Saved entries
◇ ◇ ◇ ◇ ◇
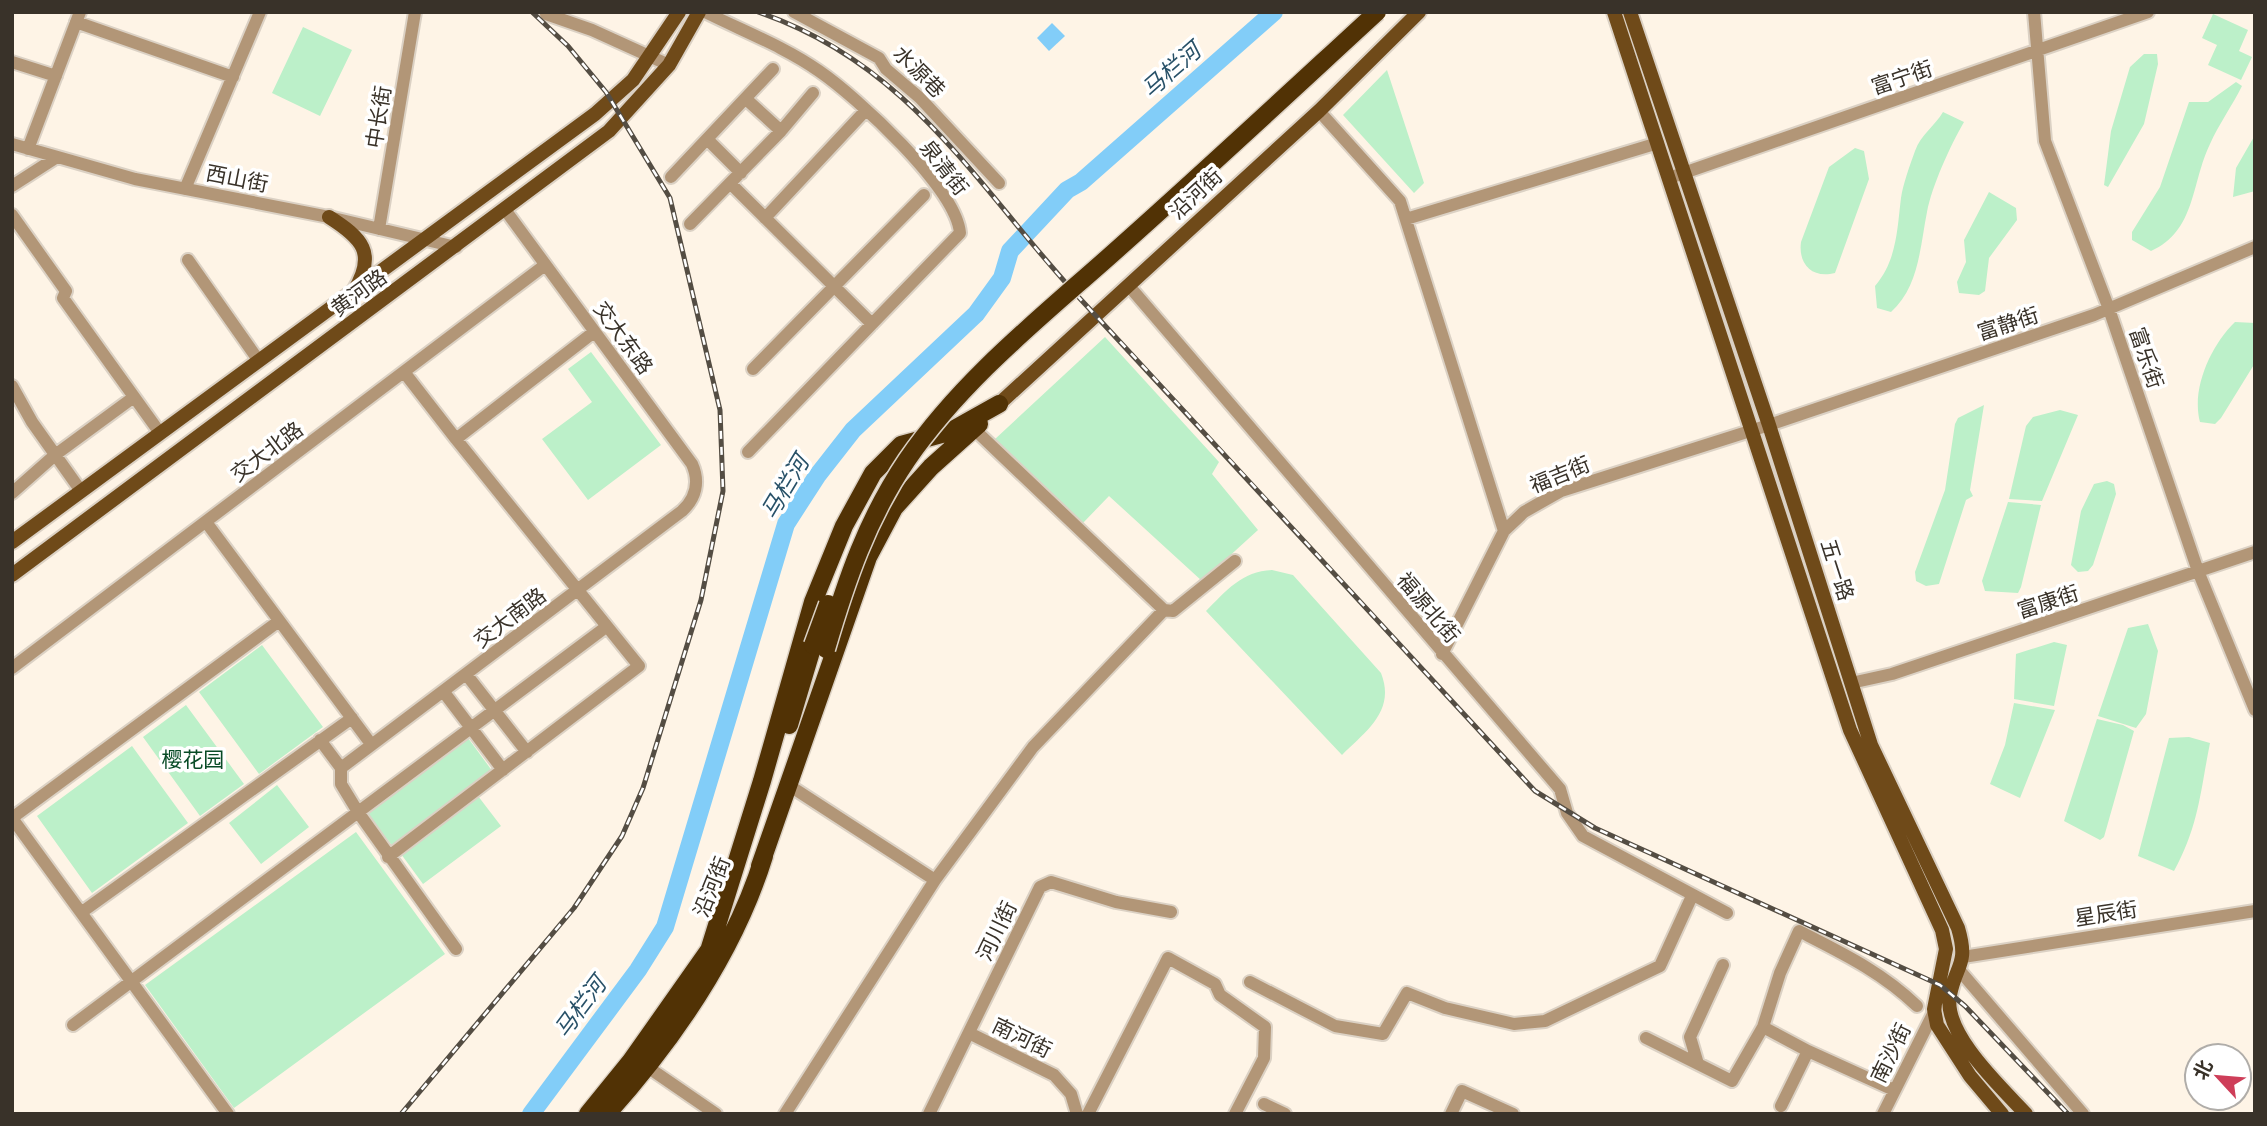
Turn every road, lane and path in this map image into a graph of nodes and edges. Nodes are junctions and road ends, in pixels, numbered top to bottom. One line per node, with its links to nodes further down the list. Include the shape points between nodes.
1 (260, 12): 22 (street)
2 (415, 12): 48 (street, 中长街)
3 (680, 12): 17 (main road, 黄河路)
4 (699, 12): 19 (main road, 黄河路)
5 (705, 12): 25 (street, 泉清街, via 803,61)
6 (794, 12): 37 (street, 水源巷, via 879,58)
7 (1365, 12): 89 (highway, bridge, via 1045,299 939,404 872,503 841,568)
8 (1377, 12): 89 (highway, bridge, via 1051,305 946,410 879,508 848,571)
9 (1419, 12): 26 (main road, 沿河街)
10 (1614, 12): 29 (main road, 五一路)
11 (1630, 12): 33 (main road, 五一路)
12 (2034, 12): 16 (street, 富乐街)
13 (2148, 12): 16 (street, 富宁街)
14 (546, 14): 17 (street)
15 (78, 17): 21 (street); 22 (street)
16 (2037, 50): 33 (street, 富宁街); 57 (street, 富乐街, via 2045,141)
17 (651, 57): 19 (street); 49 (main road, 黄河路, via 595,114)
18 (12, 62): 21 (street)
19 (669, 65): 42 (main road, 黄河路, via 609,131)
20 (773, 69): 24 (street)
21 (56, 76): 31 (street)
22 (233, 76): 40 (street)
23 (813, 93): 27 (street)
24 (746, 99): 27 (street); 28 (street)
25 (866, 110): 45 (street); 58 (street, 泉清街, via 951,204 960,233)
26 (1319, 111): 46 (street, via 1400,201); 54 (main road, 沿河街)
27 (781, 131): 34 (street)
28 (708, 140): 34 (street); 35 (street)
29 (1658, 143): 36 (main road, 五一路); 46 (street)
30 (12, 144): 31 (street, 西山街)
31 (28, 149): 32 (street, 西山街)
32 (57, 157): 39 (street); 40 (street, 西山街)
33 (1685, 172): 36 (street, 富宁街); 66 (main road, 五一路)
34 (741, 173): 38 (street)
35 (671, 177)
36 (1669, 178): 68 (main road, 五一路)
37 (999, 183)
38 (731, 184): 45 (street); 47 (street)
39 (12, 186)
40 (185, 189): 44 (street, 西山街)
41 (924, 195): 55 (street)
42 (506, 211): 50 (main road, 黄河路); 53 (street, 交大东路)
43 (12, 215): 64 (street, via 66,291 63,298)
44 (330, 217): 48 (street, 西山街); 56 (main road, via 353,232 364,246 363,276)
45 (765, 218): 55 (street)
46 (1406, 219): 79 (street)
47 (690, 224)
48 (379, 229): 49 (street, 西山街)
49 (425, 241): 50 (street, 西山街); 56 (main road, 黄河路)
50 (456, 247): 84 (main road, 黄河路)
51 (2255, 247): 57 (street, 富静街)
52 (188, 260): 60 (street)
53 (545, 265): 59 (street, 交大东路); 62 (street, 交大北路)
54 (1129, 286): 65 (main road, 沿河街); 90 (street, 福源北街)
55 (834, 287): 58 (street); 61 (street)
56 (351, 295): 60 (main road, 黄河路)
57 (2109, 309): 66 (street, 富静街); 83 (street, 富乐街)
58 (872, 324): 72 (street, 泉清街)
59 (594, 332): 70 (street); 76 (street, 交大东路, via 692,464 697,475)
60 (259, 361): 69 (main road, 黄河路)
61 (753, 369)
62 (404, 372): 70 (street); 78 (street, 交大北路)
63 (12, 386): 73 (street)
64 (134, 397): 69 (street); 73 (street)
65 (999, 404): 67 (highway); 71 (highway)
66 (1769, 425): 68 (street, 福吉街); 93 (main road, 五一路)
67 (974, 429): 77 (highway); 86 (street)
68 (1754, 430): 79 (street, 福吉街, via 1561,491 1524,512); 123 (main road, 五一路, via 1850,730 1942,930 1945,967)
69 (160, 433): 74 (main road, 黄河路)
70 (456, 439): 85 (street)
71 (925, 440): 77 (highway, via 931,453); 116 (highway, via 901,445 885,458 844,526 813,602)
72 (747, 452)
73 (55, 455): 74 (street); 75 (street)
74 (80, 491): 80 (main road, 黄河路)
75 (12, 492)
76 (695, 492): 85 (street, 交大南路, via 682,511)
77 (894, 508): 104 (highway, via 868,557)
78 (206, 522): 87 (street); 91 (street, 交大北路)
79 (1504, 531): 90 (street, 福吉街)
80 (12, 542)
81 (2255, 552): 83 (street, 富康街)
82 (1235, 561): 86 (street, via 1172,611)
83 (2198, 571): 93 (street, 富康街, via 1892,674); 96 (street, 富乐街)
84 (12, 575)
85 (577, 592): 88 (street); 92 (street, 交大南路)
86 (1164, 610): 109 (street, via 1033,747)
87 (279, 621): 97 (street); 106 (street)
88 (606, 626): 95 (street); 101 (street, via 639,666)
89 (820, 647): 108 (highway, 沿河街); 116 (highway, 沿河街, via 743,877)
90 (1442, 654): 110 (street, 福源北街, via 1560,789 1567,813 1583,836)
91 (12, 668)
92 (466, 674): 94 (street, 交大南路); 95 (street)
93 (1851, 683): 117 (main road, 五一路, via 1871,745 1958,928)
94 (443, 691): 98 (street); 100 (street, 交大南路)
95 (495, 710): 98 (street); 101 (street)
96 (2255, 710)
97 (352, 718): 99 (street); 100 (street)
98 (471, 727): 103 (street); 105 (street)
99 (320, 740): 102 (street); 112 (street)
100 (372, 744): 102 (street, 交大南路)
101 (527, 752): 103 (street)
102 (341, 768): 105 (street, via 341,784)
103 (503, 770): 107 (street)
104 (790, 786): 108 (highway); 109 (street)
105 (358, 812): 107 (street); 119 (street)
106 (12, 818): 112 (street)
107 (388, 857): 115 (street)
108 (760, 866): 130 (highway, 沿河街, via 720,961)
109 (935, 880): 138 (street)
110 (1692, 896): 114 (street, 福源北街); 120 (street, via 1660,966 1545,1021 1514,1024 1445,1008 1408,993 1383,1034 1335,1026)
111 (2255, 911): 117 (street, 星辰街)
112 (82, 912): 119 (street)
113 (1171, 912): 126 (street, 河川街, via 1116,902 1051,882 1040,887)
114 (1727, 913)
115 (456, 950)
116 (708, 954): 135 (highway, 沿河街)
117 (1961, 964): 121 (main road); 149 (street)
118 (1723, 965): 129 (street, via 1690,1037)
119 (133, 981): 124 (street); 134 (street)
120 (1250, 982)
121 (1950, 992): 123 (street, 南沙街); 148 (main road, via 1948,1006 1957,1030)
122 (1917, 1006): 125 (street, via 1864,964 1799,932)
123 (1934, 1009): 131 (street, 南沙街); 147 (main road, via 1937,1025 1955,1055)
124 (73, 1025)
125 (1763, 1027): 128 (street); 129 (street, via 1732,1081)
126 (968, 1033): 139 (street, 河川街); 140 (street, 南河街, via 1054,1075 1071,1094)
127 (1646, 1038): 129 (street)
128 (1808, 1051): 131 (street); 133 (street)
129 (1698, 1064)
130 (649, 1068): 136 (highway, 沿河街); 137 (street)
131 (1895, 1090): 146 (street, 南沙街)
132 (1264, 1104): 143 (street)
133 (1781, 1106)
134 (228, 1114)
135 (588, 1114)
136 (607, 1114)
137 (716, 1114)
138 (786, 1114)
139 (929, 1114)
140 (1077, 1114)
141 (1088, 1114): 142 (street, via 1168,958 1215,984 1220,995 1265,1027 1264,1058)
142 (1235, 1114)
143 (1285, 1114)
144 (1451, 1114): 145 (street, via 1462,1091)
145 (1513, 1114)
146 (1883, 1114)
147 (2002, 1114)
148 (2026, 1114)
149 (2083, 1114)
◇ ◇ ◇ ◇ ◇
For this exercise, return every line from the data that holds the string "福源北街".

54 (1129, 286): 65 (main road, 沿河街); 90 (street, 福源北街)
90 (1442, 654): 110 (street, 福源北街, via 1560,789 1567,813 1583,836)
110 (1692, 896): 114 (street, 福源北街); 120 (street, via 1660,966 1545,1021 1514,1024 1445,1008 1408,993 1383,1034 1335,1026)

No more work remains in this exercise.